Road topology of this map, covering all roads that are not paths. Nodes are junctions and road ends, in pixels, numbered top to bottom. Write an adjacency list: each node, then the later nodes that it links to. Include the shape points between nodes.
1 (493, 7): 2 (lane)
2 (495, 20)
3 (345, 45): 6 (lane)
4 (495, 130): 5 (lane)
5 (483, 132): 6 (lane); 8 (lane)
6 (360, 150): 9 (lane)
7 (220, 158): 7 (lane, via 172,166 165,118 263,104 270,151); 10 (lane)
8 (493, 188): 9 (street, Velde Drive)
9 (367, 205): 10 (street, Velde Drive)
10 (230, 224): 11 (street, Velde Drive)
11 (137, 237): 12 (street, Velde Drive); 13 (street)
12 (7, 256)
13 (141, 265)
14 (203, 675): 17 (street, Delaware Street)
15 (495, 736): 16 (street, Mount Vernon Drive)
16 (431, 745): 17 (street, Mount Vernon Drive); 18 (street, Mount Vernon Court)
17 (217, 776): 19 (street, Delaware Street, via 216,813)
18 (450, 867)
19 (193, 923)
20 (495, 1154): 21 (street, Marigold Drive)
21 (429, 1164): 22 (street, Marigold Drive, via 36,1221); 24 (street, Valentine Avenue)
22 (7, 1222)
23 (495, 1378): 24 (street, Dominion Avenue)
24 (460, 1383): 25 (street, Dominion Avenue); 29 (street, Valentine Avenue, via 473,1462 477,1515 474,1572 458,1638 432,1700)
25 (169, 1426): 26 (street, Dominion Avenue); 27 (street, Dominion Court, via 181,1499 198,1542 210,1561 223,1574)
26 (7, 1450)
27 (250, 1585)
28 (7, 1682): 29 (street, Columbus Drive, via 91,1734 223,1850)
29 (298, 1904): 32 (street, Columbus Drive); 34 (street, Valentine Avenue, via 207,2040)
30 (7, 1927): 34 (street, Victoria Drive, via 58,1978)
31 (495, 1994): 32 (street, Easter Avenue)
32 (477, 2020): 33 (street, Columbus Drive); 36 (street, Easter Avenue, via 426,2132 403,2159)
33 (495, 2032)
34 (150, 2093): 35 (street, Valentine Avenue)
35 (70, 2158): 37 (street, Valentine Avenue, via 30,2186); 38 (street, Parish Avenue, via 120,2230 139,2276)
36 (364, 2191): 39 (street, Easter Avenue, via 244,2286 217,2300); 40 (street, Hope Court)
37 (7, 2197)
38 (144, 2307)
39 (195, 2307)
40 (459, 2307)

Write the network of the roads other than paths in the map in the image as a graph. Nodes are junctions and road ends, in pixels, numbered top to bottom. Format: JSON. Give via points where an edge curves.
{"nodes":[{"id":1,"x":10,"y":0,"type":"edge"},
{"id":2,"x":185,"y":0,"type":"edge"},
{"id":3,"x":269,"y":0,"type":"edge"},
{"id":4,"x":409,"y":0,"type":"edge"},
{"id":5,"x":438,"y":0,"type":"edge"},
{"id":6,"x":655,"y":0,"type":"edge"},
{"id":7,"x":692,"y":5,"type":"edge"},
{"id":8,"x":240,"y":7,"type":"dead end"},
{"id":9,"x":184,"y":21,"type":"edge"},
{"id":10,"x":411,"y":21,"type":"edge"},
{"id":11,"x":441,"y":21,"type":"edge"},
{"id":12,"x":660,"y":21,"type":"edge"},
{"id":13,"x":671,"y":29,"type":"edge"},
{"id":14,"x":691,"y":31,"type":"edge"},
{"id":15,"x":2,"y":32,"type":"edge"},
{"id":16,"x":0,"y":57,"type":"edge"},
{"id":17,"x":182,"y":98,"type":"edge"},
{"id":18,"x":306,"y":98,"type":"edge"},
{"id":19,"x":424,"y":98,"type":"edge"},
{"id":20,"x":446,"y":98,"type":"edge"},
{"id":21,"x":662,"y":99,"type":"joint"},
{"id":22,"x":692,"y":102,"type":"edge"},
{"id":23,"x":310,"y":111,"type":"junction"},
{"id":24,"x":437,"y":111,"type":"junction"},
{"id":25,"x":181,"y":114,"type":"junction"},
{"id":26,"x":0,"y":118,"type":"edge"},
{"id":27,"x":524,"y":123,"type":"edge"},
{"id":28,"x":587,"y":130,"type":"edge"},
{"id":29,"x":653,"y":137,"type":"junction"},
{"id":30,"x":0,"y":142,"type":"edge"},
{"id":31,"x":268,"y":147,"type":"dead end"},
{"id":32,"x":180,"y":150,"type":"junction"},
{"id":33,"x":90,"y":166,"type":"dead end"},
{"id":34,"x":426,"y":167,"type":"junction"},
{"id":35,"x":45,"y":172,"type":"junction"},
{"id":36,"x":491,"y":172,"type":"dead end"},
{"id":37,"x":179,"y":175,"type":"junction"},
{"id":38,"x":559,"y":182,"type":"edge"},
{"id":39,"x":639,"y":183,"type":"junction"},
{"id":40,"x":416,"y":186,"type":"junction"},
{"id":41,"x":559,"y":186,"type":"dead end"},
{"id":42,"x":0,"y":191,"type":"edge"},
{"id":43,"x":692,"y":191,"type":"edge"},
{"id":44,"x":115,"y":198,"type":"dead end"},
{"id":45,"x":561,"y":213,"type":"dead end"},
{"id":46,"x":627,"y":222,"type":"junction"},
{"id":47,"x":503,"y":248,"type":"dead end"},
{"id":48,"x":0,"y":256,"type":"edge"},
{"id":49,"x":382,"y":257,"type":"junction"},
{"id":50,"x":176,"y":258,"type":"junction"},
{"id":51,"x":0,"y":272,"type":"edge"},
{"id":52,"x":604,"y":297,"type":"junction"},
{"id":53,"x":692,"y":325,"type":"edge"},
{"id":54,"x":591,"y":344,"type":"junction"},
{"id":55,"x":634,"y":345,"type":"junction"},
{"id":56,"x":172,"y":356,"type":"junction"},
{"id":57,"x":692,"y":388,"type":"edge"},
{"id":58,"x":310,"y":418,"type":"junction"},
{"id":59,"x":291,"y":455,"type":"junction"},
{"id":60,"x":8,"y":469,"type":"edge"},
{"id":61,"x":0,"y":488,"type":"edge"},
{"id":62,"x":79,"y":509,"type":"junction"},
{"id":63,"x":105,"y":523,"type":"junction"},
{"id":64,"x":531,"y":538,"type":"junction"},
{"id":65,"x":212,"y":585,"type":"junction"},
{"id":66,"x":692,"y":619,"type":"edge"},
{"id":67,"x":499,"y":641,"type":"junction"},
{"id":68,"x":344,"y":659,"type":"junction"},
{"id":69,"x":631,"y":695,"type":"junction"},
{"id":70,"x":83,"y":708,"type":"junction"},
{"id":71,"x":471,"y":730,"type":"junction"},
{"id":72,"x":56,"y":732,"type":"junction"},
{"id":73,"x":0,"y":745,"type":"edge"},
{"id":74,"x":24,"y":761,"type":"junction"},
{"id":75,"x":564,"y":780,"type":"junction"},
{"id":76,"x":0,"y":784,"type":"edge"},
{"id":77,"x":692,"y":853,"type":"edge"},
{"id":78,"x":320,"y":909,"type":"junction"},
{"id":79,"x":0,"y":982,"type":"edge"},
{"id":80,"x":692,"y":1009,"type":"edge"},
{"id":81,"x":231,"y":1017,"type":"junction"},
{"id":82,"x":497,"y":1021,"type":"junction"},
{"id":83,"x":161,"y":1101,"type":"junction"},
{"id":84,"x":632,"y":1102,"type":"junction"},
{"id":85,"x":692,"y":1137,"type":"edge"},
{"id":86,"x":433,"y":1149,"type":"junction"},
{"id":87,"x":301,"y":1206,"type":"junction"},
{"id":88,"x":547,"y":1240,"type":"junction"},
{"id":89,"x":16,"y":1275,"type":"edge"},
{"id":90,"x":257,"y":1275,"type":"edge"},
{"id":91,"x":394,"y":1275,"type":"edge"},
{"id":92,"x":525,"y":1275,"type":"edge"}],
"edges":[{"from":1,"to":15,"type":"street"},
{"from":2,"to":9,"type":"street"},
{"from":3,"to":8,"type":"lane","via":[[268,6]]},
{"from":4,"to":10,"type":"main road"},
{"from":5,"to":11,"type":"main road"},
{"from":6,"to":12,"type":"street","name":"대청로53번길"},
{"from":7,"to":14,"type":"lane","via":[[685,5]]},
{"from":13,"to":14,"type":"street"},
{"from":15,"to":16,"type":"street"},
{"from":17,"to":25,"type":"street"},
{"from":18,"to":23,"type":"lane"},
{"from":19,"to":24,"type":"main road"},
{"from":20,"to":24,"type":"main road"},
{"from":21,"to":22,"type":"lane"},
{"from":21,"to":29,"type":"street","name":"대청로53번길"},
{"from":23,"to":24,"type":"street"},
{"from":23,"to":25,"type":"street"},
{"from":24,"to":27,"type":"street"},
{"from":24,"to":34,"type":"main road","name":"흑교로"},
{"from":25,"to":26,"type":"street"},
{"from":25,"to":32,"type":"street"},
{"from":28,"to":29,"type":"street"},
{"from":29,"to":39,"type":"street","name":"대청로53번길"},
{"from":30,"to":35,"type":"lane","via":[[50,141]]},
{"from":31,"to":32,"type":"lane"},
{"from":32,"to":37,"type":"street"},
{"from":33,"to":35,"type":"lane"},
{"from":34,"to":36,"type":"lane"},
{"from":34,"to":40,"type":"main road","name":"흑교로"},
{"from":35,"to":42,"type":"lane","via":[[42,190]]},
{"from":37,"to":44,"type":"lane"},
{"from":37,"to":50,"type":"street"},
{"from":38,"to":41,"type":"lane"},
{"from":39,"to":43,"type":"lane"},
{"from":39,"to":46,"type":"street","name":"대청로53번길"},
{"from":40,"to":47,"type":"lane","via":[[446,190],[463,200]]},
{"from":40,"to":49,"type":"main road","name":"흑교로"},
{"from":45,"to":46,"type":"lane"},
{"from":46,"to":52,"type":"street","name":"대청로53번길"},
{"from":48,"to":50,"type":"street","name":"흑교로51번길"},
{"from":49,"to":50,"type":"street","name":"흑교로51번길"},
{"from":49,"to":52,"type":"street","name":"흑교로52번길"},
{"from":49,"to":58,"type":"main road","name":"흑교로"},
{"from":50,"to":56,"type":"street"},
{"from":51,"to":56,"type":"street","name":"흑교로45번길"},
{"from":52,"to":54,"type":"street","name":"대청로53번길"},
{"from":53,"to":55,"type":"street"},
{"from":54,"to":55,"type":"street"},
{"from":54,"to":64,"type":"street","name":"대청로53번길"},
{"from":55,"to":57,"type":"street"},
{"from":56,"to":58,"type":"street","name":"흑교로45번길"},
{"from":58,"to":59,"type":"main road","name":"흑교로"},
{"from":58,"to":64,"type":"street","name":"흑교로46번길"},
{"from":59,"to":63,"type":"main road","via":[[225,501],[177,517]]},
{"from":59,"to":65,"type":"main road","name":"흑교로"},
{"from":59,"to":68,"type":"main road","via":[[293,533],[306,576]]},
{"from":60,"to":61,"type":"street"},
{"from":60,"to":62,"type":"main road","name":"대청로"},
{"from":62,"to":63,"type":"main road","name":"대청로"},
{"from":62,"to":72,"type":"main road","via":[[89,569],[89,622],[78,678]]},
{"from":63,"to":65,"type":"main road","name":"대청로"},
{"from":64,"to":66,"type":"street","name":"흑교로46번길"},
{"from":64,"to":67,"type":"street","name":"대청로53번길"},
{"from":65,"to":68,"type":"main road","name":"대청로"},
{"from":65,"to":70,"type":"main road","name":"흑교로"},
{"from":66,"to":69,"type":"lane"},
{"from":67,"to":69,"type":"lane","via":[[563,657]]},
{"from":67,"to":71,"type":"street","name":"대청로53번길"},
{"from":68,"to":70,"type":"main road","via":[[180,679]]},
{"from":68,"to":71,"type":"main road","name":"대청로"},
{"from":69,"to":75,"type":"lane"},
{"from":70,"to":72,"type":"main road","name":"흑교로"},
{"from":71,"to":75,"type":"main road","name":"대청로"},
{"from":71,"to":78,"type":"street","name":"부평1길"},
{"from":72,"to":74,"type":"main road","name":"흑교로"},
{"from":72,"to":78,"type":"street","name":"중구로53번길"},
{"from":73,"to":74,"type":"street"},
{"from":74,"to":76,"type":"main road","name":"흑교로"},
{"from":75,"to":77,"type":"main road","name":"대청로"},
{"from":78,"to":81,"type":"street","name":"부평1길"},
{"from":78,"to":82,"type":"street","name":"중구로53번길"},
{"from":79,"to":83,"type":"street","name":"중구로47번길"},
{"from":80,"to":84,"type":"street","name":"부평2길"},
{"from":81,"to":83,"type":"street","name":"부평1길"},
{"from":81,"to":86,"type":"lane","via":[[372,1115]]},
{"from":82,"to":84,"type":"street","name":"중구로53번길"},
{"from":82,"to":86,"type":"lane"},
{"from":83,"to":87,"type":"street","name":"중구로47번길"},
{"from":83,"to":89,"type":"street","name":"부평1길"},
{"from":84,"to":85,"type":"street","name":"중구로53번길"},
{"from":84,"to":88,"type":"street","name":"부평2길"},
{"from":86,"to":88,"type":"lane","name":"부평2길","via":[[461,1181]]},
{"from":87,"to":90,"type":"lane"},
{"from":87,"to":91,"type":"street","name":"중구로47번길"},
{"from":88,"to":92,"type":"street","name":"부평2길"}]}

----

### THE PROBLEM
Would you give the number of lines of the data that include the string "Vernon"? Nothing else is wanted.

### COMPLETED EXERCISE
2